Reflex Aerospace is part of Europe's fast-growing New Space sector, focused on building advanced small satellites quickly and to customer specification. Co-founded by Walter Ballheimer and Alexander Genzel, the company is based in Berlin and operates a satellite 'microfactory' in Munich, Bavaria. Its model emphasizes speed and customization, designing complex spacecraft on timelines far shorter than traditional satellite programs to meet rising commercial and government demand for space-based data.

The company's product roadmap centers on satellite constellations that deliver high-value sensing: optical and radar imagery, space domain awareness, and signals intelligence. These capabilities feed Earth-observation and security applications where the value lies not just in raw imagery but in the intelligence extracted from it. AI and advanced data processing are integral to turning sensor feeds into actionable information, aligning Reflex with the broader trend of AI-enabled space infrastructure.

Reflex's manufacturing strategy is a key differentiator. Its Bavarian facility is designed to produce 60 to 70 highly complex satellites per year, a level of throughput intended to support constellation-scale deployments rather than one-off builds. This industrialized approach addresses a bottleneck in the sector: the ability to build sophisticated spacecraft reliably and at volume.

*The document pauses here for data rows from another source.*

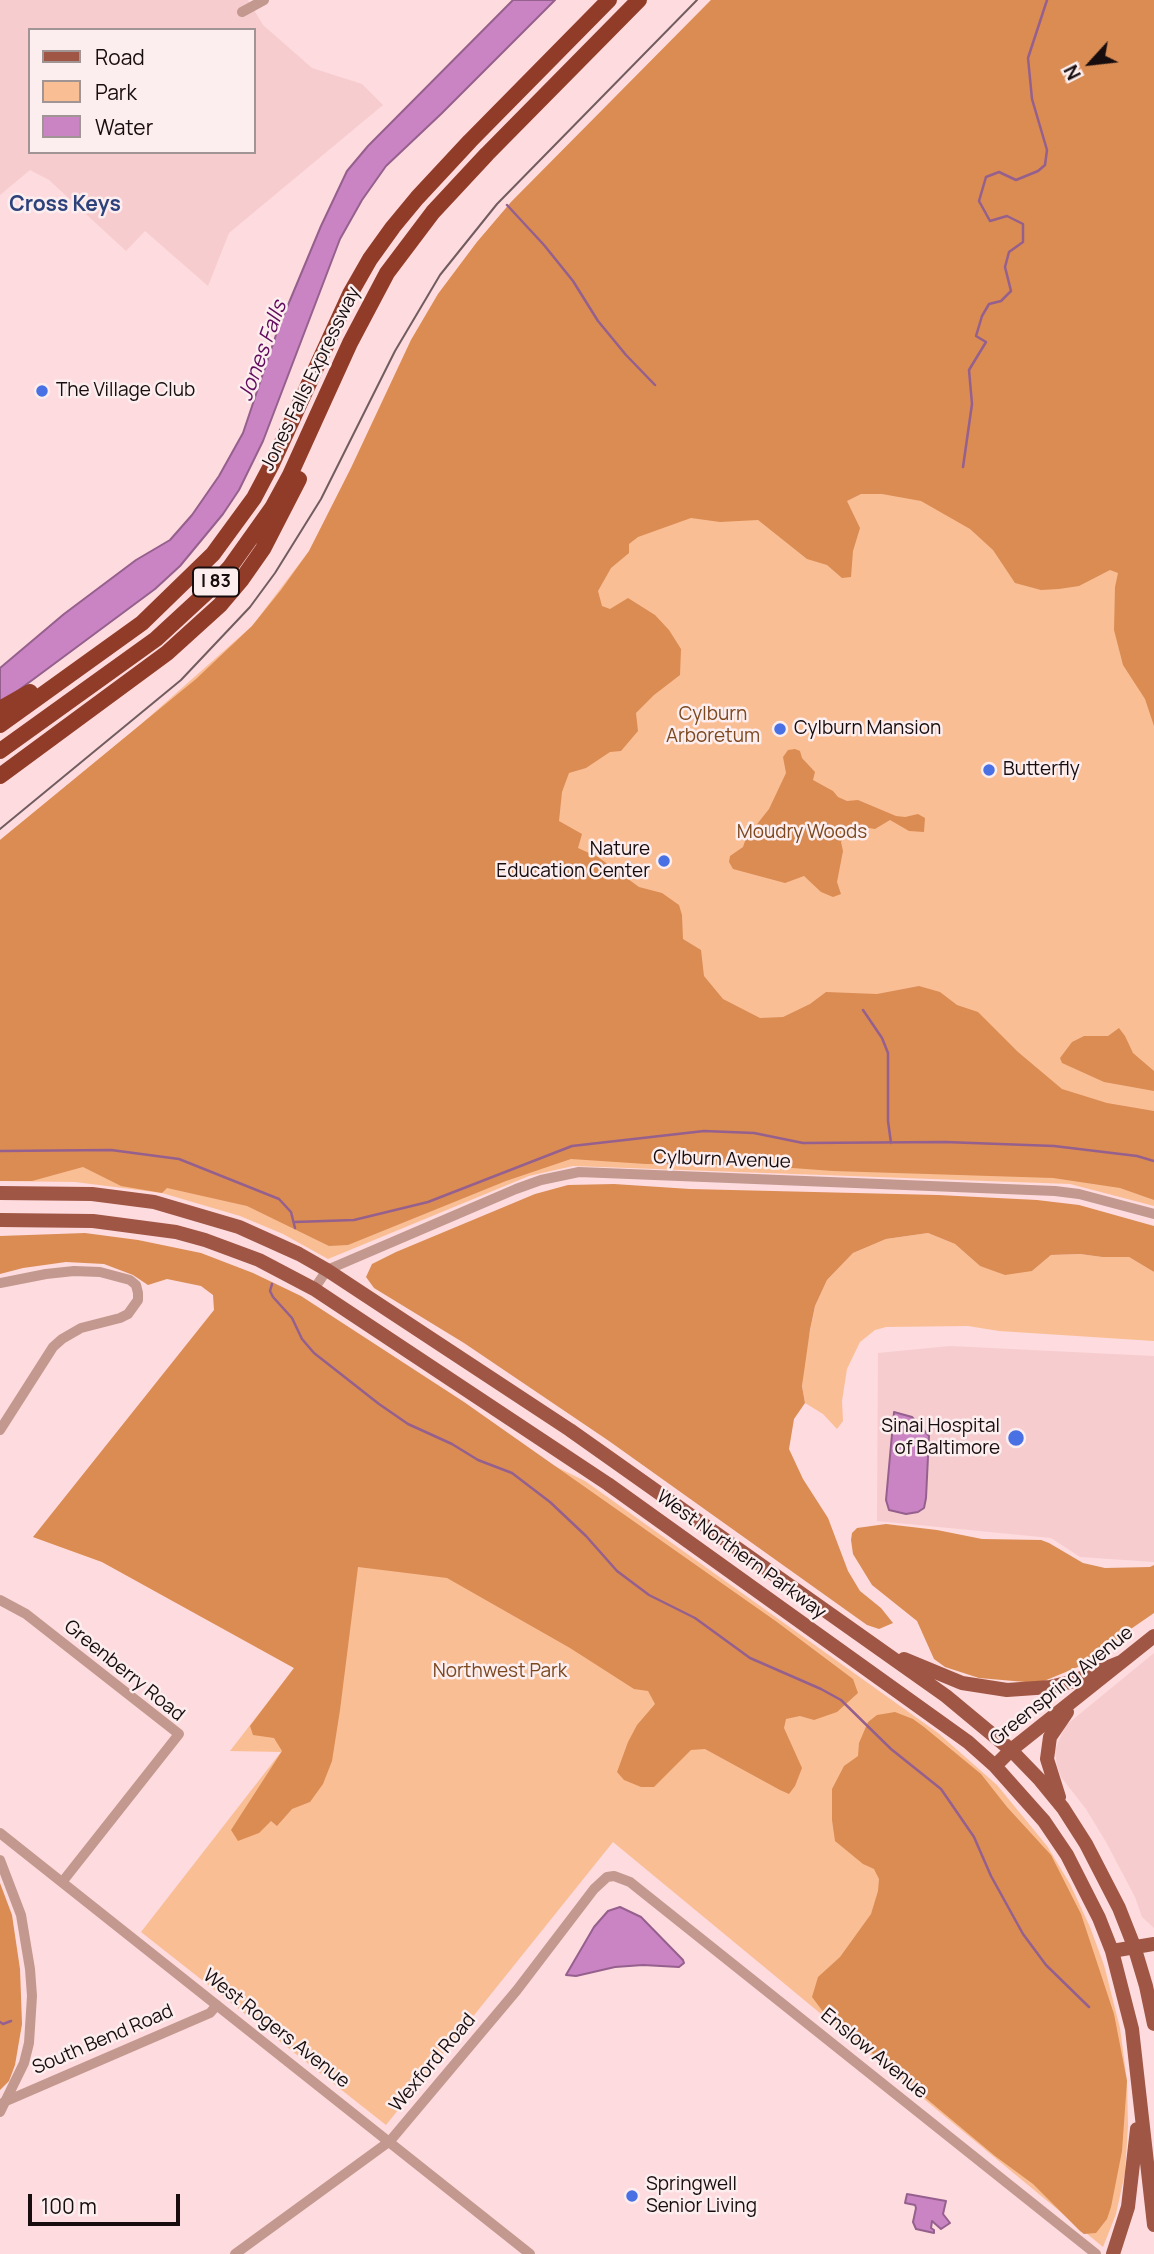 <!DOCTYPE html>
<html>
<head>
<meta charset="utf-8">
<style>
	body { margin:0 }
	#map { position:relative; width:1154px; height:2254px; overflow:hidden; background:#fedbde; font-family:Manrope,sans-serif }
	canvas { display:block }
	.legend { position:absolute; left:28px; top:28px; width:228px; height:126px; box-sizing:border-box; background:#fceeef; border:2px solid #a19495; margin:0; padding:9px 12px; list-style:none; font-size:21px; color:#180d0e }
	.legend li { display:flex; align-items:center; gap:14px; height:35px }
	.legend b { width:35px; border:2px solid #a19495 }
	.north { position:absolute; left:1056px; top:28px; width:70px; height:70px; -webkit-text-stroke:5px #fceeef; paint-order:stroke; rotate:243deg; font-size:19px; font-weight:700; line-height:28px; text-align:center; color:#180d0e }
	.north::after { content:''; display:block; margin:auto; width:24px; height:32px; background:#180d0e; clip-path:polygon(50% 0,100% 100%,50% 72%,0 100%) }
	.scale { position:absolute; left:28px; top:2194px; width:152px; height:32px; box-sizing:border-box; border:4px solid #180d0e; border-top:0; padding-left:9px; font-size:21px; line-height:24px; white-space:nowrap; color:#180d0e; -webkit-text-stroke:5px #fceeef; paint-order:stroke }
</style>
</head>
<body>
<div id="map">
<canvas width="1154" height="2254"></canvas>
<ul class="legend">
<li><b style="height:9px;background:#a05644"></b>Road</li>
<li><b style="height:19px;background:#fabe95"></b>Park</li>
<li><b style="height:19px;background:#ca84c3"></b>Water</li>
</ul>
<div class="north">N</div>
<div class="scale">100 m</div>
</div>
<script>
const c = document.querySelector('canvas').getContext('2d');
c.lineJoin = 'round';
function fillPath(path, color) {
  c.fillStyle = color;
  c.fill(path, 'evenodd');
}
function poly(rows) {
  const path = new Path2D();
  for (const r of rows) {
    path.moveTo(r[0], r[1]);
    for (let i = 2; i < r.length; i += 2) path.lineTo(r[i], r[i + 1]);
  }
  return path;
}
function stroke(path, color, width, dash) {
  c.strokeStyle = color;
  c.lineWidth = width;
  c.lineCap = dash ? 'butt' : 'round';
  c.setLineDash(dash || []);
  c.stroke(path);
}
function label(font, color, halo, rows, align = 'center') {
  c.font = font + ' Manrope,sans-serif';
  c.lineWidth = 5;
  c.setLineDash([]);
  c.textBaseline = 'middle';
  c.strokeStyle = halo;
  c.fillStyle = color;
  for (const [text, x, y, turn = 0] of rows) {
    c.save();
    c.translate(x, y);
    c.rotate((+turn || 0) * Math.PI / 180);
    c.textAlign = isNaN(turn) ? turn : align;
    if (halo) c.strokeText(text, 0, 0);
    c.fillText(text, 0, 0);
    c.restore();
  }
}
fillPath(poly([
	[0,0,248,0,263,25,312,68,362,84,383,105,229,233,208,286,145,231,126,251,49,180,30,170,0,195],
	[30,30,254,30,254,152,30,152],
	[950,1346,1154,1356,1154,1562,1080,1557,1051,1538,877,1521,878,1353],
	[1154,1653,1154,1928,1142,1917,1135,1897,1106,1842,1086,1809,1061,1777,1057,1766,1055,1750,1065,1726]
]), '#f6cccf');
fillPath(poly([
	[711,0,1154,0,1154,1206,1070,1184,573,1166,529,1176,328,1259,283,1234,240,1216,162,1193,75,1182,0,1181,0,840,139,726,252,626,309,551,351,468,411,340,438,294,477,242,511,203],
	[928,1233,955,1244,980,1266,1032,1271,1051,1255,1080,1254,1102,1257,1129,1257,1154,1272,1154,1341,999,1331,968,1326,886,1327,875,1330,860,1342,847,1369,842,1401,843,1421,837,1429,823,1414,805,1403,802,1386,805,1356,815,1306,827,1280,853,1253,886,1239],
	[504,1441,585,1481,938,1733,997,1785,1047,1846,1070,1884,1090,1927,1104,1965,1120,2028,1127,2081,1128,2126,1125,2173,1116,2214,1103,2247,613,1842,386,2125,141,1932,281,1752,230,1751,294,1668,102,1562,33,1537]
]), '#fabe95');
fillPath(poly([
	[711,0,1154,0,1154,726,1145,699,1123,665,1114,630,1115,587,1118,573,1110,570,1079,586,1059,589,1041,590,1015,583,993,550,970,529,921,501,882,494,861,494,847,501,860,528,853,551,851,577,842,578,827,565,807,559,758,520,720,522,691,518,638,537,629,544,629,553,611,568,598,591,602,606,610,609,628,598,655,615,669,630,681,649,680,675,654,695,636,713,638,731,621,751,610,752,586,768,569,773,562,792,559,821,582,834,578,848,598,857,639,887,662,893,679,905,682,915,683,939,701,950,704,976,723,999,760,1018,783,1017,810,1004,826,992,877,994,919,986,940,992,957,1005,978,1012,1018,1052,1062,1089,1107,1103,1154,1111,1154,1200,1120,1188,1053,1178,833,1171,752,1165,646,1164,571,1159,506,1181,348,1245,329,1246,247,1206,167,1188,162,1193,121,1186,83,1167,32,1181,0,1181,0,840,196,679,252,626,281,590,309,551,351,468,411,340,438,294,477,242,511,202],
	[795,749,800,751,802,758,815,772,813,780,833,791,838,797,847,801,858,800,896,816,905,817,918,814,925,818,924,832,909,831,890,820,875,829,850,825,841,842,843,851,837,882,841,894,833,897,821,892,804,876,785,883,733,869,729,862,730,856,743,847,746,838,769,809,786,773,783,757,788,750],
	[1119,1028,1125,1036,1133,1053,1154,1071,1154,1091,1104,1082,1062,1063,1060,1058,1072,1042,1084,1036,1108,1036],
	[614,1184,690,1189,938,1195,1037,1200,1079,1205,1154,1226,1154,1272,1129,1257,1102,1257,1080,1254,1051,1255,1032,1271,1005,1275,980,1266,955,1244,928,1233,886,1239,853,1253,827,1280,815,1306,810,1330,802,1386,805,1403,794,1419,789,1449,803,1479,828,1518,848,1571,860,1591,881,1608,893,1623,879,1629,867,1625,609,1441,464,1343,374,1288,366,1277,372,1264,396,1252,535,1194,568,1185],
	[85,1233,138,1240,201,1253,253,1273,301,1296,464,1402,777,1622,853,1679,858,1693,837,1712,814,1720,800,1716,786,1719,784,1728,802,1768,795,1786,789,1794,780,1790,705,1749,691,1750,654,1787,641,1787,624,1780,617,1772,628,1742,637,1725,655,1704,648,1691,634,1689,570,1648,447,1578,358,1567,340,1710,332,1761,323,1784,310,1802,292,1809,277,1826,271,1821,259,1833,238,1841,231,1830,282,1751,274,1738,253,1735,250,1726,294,1668,102,1562,33,1537,214,1310,213,1295,201,1286,167,1279,148,1285,133,1275,104,1264,66,1262,23,1268,0,1274,0,1236],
	[886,1524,937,1530,982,1539,1041,1540,1049,1543,1083,1563,1105,1568,1150,1567,1154,1565,1154,1613,1125,1633,1090,1662,1044,1681,1037,1683,979,1678,945,1667,934,1659,917,1621,872,1585,853,1554,851,1540,852,1533,857,1528],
	[895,1712,913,1719,924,1727,981,1774,1007,1807,1051,1855,1081,1914,1114,2014,1127,2081,1122,2151,1111,2207,1107,2219,1096,2233,1084,2234,1080,2231,1033,2184,995,2156,824,2013,812,1997,818,1977,840,1957,871,1914,878,1891,879,1879,874,1869,863,1864,835,1841,832,1820,832,1789,844,1766,858,1756,859,1743,868,1722,877,1715],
	[0,1883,12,1915,20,1969,22,2024,15,2065,9,2081,0,2090]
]), '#da8c53');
const water = poly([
	[513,0,555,0,441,114,386,166,362,200,340,239,263,441,239,490,223,514,180,566,155,589,0,704,0,668,64,614,136,560,170,540,192,515,219,476,243,433,278,329,321,226,347,171,368,146,513,0],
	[894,1412,912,1417,929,1436,926,1498,924,1508,918,1512,906,1514,889,1510,886,1500,894,1412],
	[620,1907,641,1917,683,1960,684,1963,679,1967,643,1965,615,1967,576,1976,566,1975,594,1927,608,1911,620,1907],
	[907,2194,946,2201,943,2214,950,2223,941,2229,932,2221,931,2228,934,2230,934,2233,916,2229,913,2222,916,2208,915,2205,905,2203,907,2194]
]);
fillPath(water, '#ca84c3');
stroke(water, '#95608d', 2);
stroke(poly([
	[507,205,544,245,573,281,598,321,626,355,655,385],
	[963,467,972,404,969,370,986,342,976,336,982,316,989,304,1001,301,1011,291,1005,267,1009,252,1023,242,1023,224,1007,216,990,221,979,201,986,177,999,172,1016,180,1038,171,1045,165,1047,150,1032,99,1028,58,1047,0],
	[863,1010,882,1038,888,1053,888,1121,891,1143],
	[0,1151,111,1150,179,1159,279,1199,291,1212,295,1228],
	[295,1222,354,1220,428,1202,572,1146,704,1131,754,1133,803,1143,945,1142,1054,1146,1137,1156,1154,1161],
	[272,1284,270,1291,273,1297,292,1318,302,1339,314,1353,379,1404,408,1424,452,1444,478,1460,512,1473,550,1502,586,1536,617,1571,649,1595,695,1618,750,1658,821,1689,841,1700,891,1749,941,1789,974,1837,991,1876,1023,1934,1046,1965,1089,2007],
	[0,2022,3,2024,11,2021]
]), '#95608d', 2.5);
stroke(poly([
	[242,12,264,0],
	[0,1283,46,1274,74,1271,100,1272,130,1280,136,1285,138,1293,138,1300,128,1314,120,1318,81,1328,62,1339,53,1347,0,1430],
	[314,1289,327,1270,516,1189,541,1180,579,1172,1055,1191,1079,1194,1154,1214],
	[0,1600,26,1614,179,1734,63,1881],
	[0,1833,530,2254],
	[0,1860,21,1915,30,1969,32,1996,29,2043,24,2063,0,2112],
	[4,2102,210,2013,217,2005],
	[235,2254,390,2141,517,1990,594,1889,607,1877,614,1876,630,1882,1096,2254]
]), '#c3988e', 10);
stroke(poly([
	[0,1193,92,1194,154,1202,239,1227,299,1254,327,1270,570,1430,946,1696,1011,1750,1040,1780,1063,1808,1086,1844,1119,1908,1134,1946,1146,1986,1154,2024],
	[0,1220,93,1221,176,1232,205,1240,259,1260,314,1289,608,1484,968,1742,995,1766,1044,1821,1067,1855,1099,1918,1112,1951,1132,2029,1154,2225],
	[904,1659,962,1683,1007,1690,1050,1687,1074,1681,1121,1662],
	[995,1766,1011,1750,1154,1636],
	[1059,1797,1047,1759,1050,1737,1067,1712],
	[1112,1951,1154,1944],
	[1113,2254,1128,2207,1137,2129]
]), '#a05644', 14);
stroke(poly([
	[0,709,30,692],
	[0,725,142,623,213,554,254,498,272,464,350,294,370,259,393,227,417,198,470,141,609,0],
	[0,751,156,639,207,592,230,567,272,508,290,475,350,343,387,273,433,212,487,154,639,0],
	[0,776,167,653,220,605,242,579,263,549,299,479]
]), '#913c28', 16);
stroke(poly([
	[0,829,181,680,250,607,275,573,321,499,395,351,440,275,497,204,697,0]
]), '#715d5f', 2);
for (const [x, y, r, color] of [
	[42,391,7,"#4a71e4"],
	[780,729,7,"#4a71e4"],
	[989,770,7,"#4a71e4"],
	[664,861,7,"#4a71e4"],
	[1016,1438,9,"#4a71e4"],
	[632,2196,7,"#4a71e4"]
]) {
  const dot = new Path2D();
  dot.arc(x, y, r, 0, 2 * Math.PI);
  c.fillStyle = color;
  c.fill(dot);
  stroke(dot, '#fceeef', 2.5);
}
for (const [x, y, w] of [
	[216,582,46]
]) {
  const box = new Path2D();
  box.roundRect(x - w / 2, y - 14.5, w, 29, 5);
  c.fillStyle = '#fceeef';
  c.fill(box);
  stroke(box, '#180d0e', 2);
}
label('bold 18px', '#180d0e', null, [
	["I 83",216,582]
]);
label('19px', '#180d0e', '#fceeef', [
	["Jones Falls Expressway",311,379,-64],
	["Cylburn Avenue",722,1160,2],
	["West Northern Parkway",741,1555,36],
	["Greenberry Road",124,1671,39],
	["Greenspring Avenue",1062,1686,-39],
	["West Rogers Avenue",276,2029,38],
	["South Bend Road",103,2040,-23],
	["Enslow Avenue",874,2054,39],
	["Wexford Road",433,2063,-50]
]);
label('19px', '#180d0e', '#fceeef', [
	["The Village Club",56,391],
	["Cylburn Mansion",794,729],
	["Butterfly",1003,770],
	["Nature",650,850,"right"],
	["Education Center",650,872,"right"],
	["Sinai Hospital",1000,1427,"right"],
	["of Baltimore",1000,1449,"right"],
	["Springwell",646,2185],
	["Senior Living",646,2207]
], 'left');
label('19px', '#7c481f', '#fceeef', [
	["Cylburn",713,715],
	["Arboretum",713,737],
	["Moudry Woods",802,833],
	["Northwest Park",500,1672]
]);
label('bold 21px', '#2d427b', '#fceeef', [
	["Cross Keys",65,205]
]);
label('italic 21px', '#620a5e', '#fceeef', [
	["Jones Falls",263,351,-70]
]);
</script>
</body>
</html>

In November 2025, Reflex Aerospace closed a EUR 50 million (about USD 57 million) Series A, described as the largest Series A in the European New Space sector to date. The round was led by US-based Human Element, with participation from Alpine Space Ventures, Bayern Kapital, HTGF, Renovatio Financial Investments, and other European investors. The funding will expand manufacturing capacity in Bavaria and accelerate plans to launch satellites demonstrating its imagery and intelligence capabilities by 2027, positioning Reflex within Europe's push for sovereign space and defense capacity.